This was the beginning of a complete reinvention of self that happened over the last decade. So, I began to investigate what the discourse around design was, and in that context came upon this word “sustainability,” and my introduction to that topic, when hardly anyone knew the word except a very obscure group of policy experts— Now it’s jargon, but at the time no one understood with this was. And I sat through a number of seminars and basically over a two year period of time had a great deal of immersion into this philosophy. And you might say after that there was no going back.

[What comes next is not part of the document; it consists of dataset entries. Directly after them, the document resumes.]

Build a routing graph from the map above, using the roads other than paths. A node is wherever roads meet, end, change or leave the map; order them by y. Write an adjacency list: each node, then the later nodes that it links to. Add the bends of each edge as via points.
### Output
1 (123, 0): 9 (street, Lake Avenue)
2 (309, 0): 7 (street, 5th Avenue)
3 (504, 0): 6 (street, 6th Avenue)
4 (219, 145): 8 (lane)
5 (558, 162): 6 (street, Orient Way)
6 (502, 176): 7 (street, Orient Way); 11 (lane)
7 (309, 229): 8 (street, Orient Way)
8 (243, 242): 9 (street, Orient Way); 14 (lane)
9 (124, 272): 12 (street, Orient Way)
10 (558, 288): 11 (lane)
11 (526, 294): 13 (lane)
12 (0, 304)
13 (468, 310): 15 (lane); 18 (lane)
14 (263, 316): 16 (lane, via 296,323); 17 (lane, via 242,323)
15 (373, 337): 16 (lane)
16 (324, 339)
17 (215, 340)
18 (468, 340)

I feel that what I can best do is not dwell on every single catastrophic thing that may come. That is not to say that I am not aware of it, that it doesn’t worry me, that it doesn’t motivate me. I absolutely think, especially in the technological West, we are fiddling while Rome burns. So I am very conscious of it. I know a lot about climate change. I believe it. I am outraged and infuriated, and have moral indignation about what we do for our superficial pleasure that in the collective has ramifications for developing nations, people in other climates, and non‐human species of all kinds. I think that we are in the territory of moral hazard in the extreme.

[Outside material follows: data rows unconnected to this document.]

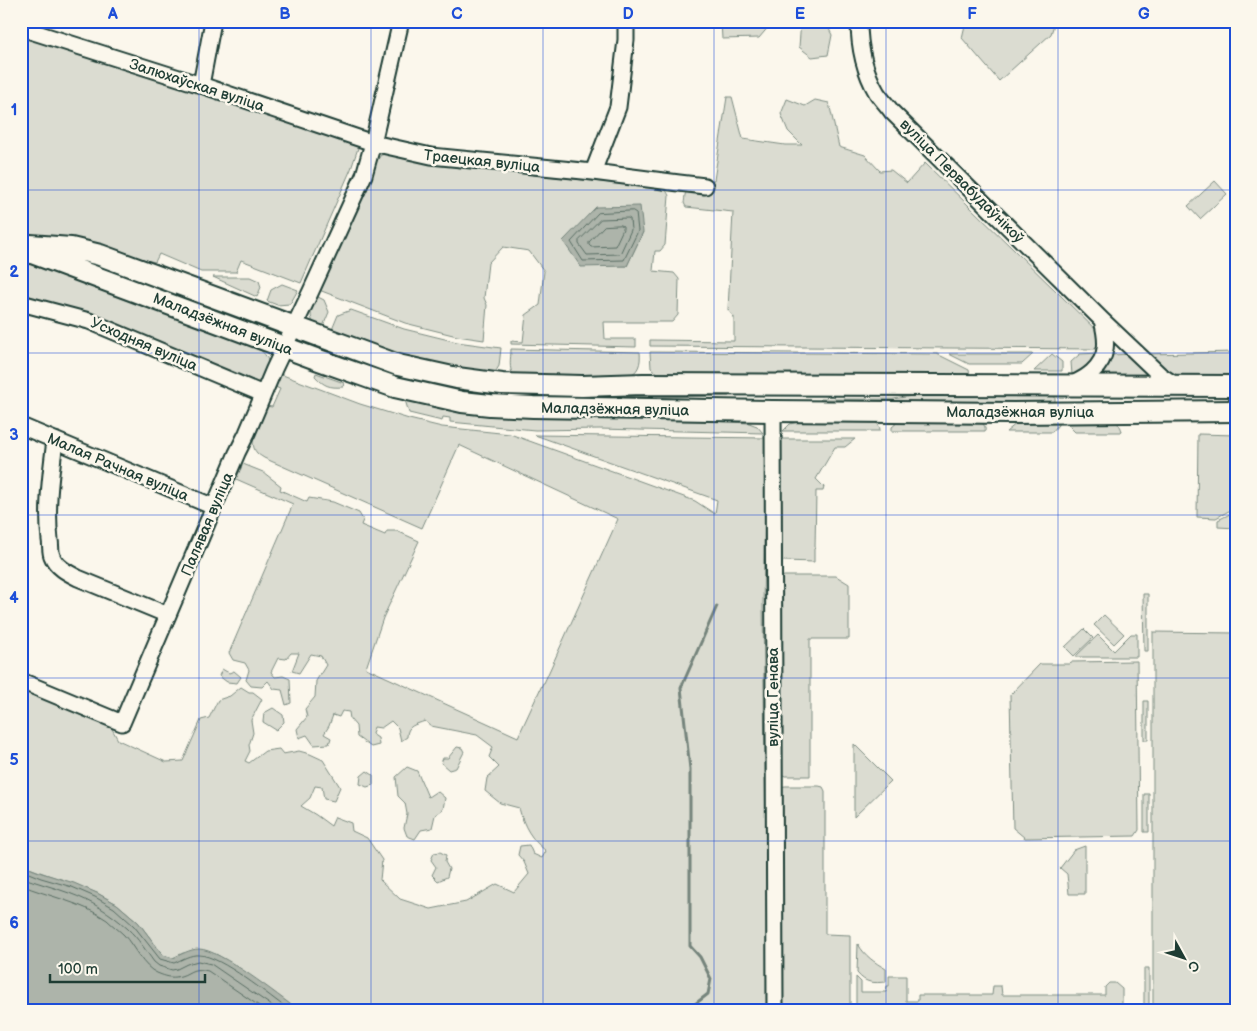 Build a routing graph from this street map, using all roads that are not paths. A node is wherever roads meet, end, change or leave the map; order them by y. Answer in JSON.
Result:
{"nodes":[{"id":1,"x":213,"y":21,"type":"edge"},
{"id":2,"x":401,"y":21,"type":"edge"},
{"id":3,"x":626,"y":21,"type":"edge"},
{"id":4,"x":859,"y":21,"type":"edge"},
{"id":5,"x":21,"y":28,"type":"edge"},
{"id":6,"x":201,"y":85,"type":"junction"},
{"id":7,"x":373,"y":143,"type":"junction"},
{"id":8,"x":593,"y":172,"type":"junction"},
{"id":9,"x":705,"y":186,"type":"dead end"},
{"id":10,"x":21,"y":244,"type":"edge"},
{"id":11,"x":21,"y":249,"type":"edge"},
{"id":12,"x":21,"y":303,"type":"edge"},
{"id":13,"x":1102,"y":320,"type":"junction"},
{"id":14,"x":294,"y":326,"type":"junction"},
{"id":15,"x":284,"y":347,"type":"junction"},
{"id":16,"x":772,"y":385,"type":"junction"},
{"id":17,"x":1071,"y":386,"type":"junction"},
{"id":18,"x":1177,"y":386,"type":"junction"},
{"id":19,"x":1236,"y":386,"type":"edge"},
{"id":20,"x":263,"y":394,"type":"junction"},
{"id":21,"x":1236,"y":410,"type":"edge"},
{"id":22,"x":773,"y":411,"type":"junction"},
{"id":23,"x":21,"y":426,"type":"edge"},
{"id":24,"x":55,"y":440,"type":"junction"},
{"id":25,"x":214,"y":507,"type":"junction"},
{"id":26,"x":168,"y":615,"type":"junction"},
{"id":27,"x":21,"y":681,"type":"edge"},
{"id":28,"x":774,"y":1010,"type":"edge"}],
"edges":[{"from":1,"to":6,"type":"street"},
{"from":2,"to":7,"type":"street","name":"Палявая вуліца"},
{"from":3,"to":8,"type":"street"},
{"from":4,"to":13,"type":"street","name":"вуліца Первабудаўнікоў"},
{"from":5,"to":6,"type":"street","name":"Залюхаўская вуліца"},
{"from":6,"to":7,"type":"street","name":"Залюхаўская вуліца"},
{"from":7,"to":8,"type":"street","name":"Траецкая вуліца"},
{"from":7,"to":14,"type":"street","name":"Палявая вуліца"},
{"from":8,"to":9,"type":"street","name":"Траецкая вуліца"},
{"from":10,"to":14,"type":"main road","name":"Маладзёжная вуліца"},
{"from":11,"to":15,"type":"main road","name":"Маладзёжная вуліца"},
{"from":12,"to":20,"type":"street","name":"Усходняя вуліца"},
{"from":13,"to":17,"type":"street"},
{"from":13,"to":18,"type":"street","name":"вуліца Первабудаўнікоў"},
{"from":14,"to":15,"type":"street","name":"Палявая вуліца"},
{"from":14,"to":16,"type":"main road","name":"Маладзёжная вуліца"},
{"from":15,"to":20,"type":"street","name":"Палявая вуліца"},
{"from":15,"to":22,"type":"main road","name":"Маладзёжная вуліца"},
{"from":16,"to":17,"type":"main road","name":"Маладзёжная вуліца"},
{"from":16,"to":22,"type":"main road","name":"вуліца Генава"},
{"from":17,"to":18,"type":"main road","name":"Маладзёжная вуліца"},
{"from":18,"to":19,"type":"main road","name":"Маладзёжная вуліца"},
{"from":20,"to":25,"type":"street","name":"Палявая вуліца"},
{"from":21,"to":22,"type":"main road","name":"Маладзёжная вуліца"},
{"from":22,"to":28,"type":"street","name":"вуліца Генава"},
{"from":23,"to":24,"type":"street","name":"Малая Рачная вуліца"},
{"from":24,"to":25,"type":"street","name":"Малая Рачная вуліца"},
{"from":24,"to":26,"type":"street"},
{"from":25,"to":26,"type":"street","name":"Палявая вуліца"},
{"from":26,"to":27,"type":"street","name":"Палявая вуліца"}]}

Aengus Anderson: What happens if nothing changes? Where does this lead us if we stay with our status quo thoughts?
Whitehead: Within people who deal seriously with the question of what is sustainability— And there is the ongoing conversation about whether or not we missed the moment and that we are post‐sustainability, and now we’re in climate adaptation, and that we will in fact see an increase as the climatologists have been predicting of a certain amount of increase centigrade and weather volatility. So even if we don’t change, it’s very likely that conditions will change that will create pain and we will then change. So the question of whether or not we will do it because we’re smart, or whether or not we will do it because the systems start falling apart, time will tell.
Anderson: Are you worried that we’re looking at some sort of collapse scenario? You know, maybe it’s in a much longer‐term sense, but is that we’re pushing off against? And I realize collapse is a loaded and dramatic word to start with.
Anderson: Am I worried? I think the harder word for me to talk about is worried. Do I think a collapse is possible? Of course. I mean, you would be silly to not think it was possible. I really don’t operate in the realm of probabilities. Do I have my five‐gallon buckets of water and hardtack stowed in the basement? [laughs] I’m not there yet.
The best and only way that I can operate is not to go into despair. I don’t have to try, actually, to hold despair away. I have a privileged life. Maybe despair is so abstract, that kind of despair. We have challenges to our perception, and own own standard of living in the West is absolutely a challenge to our ability to comprehend what life could be like. And I am among those who cannot quite imagine it, because I know that I have a blind spot a mile wide.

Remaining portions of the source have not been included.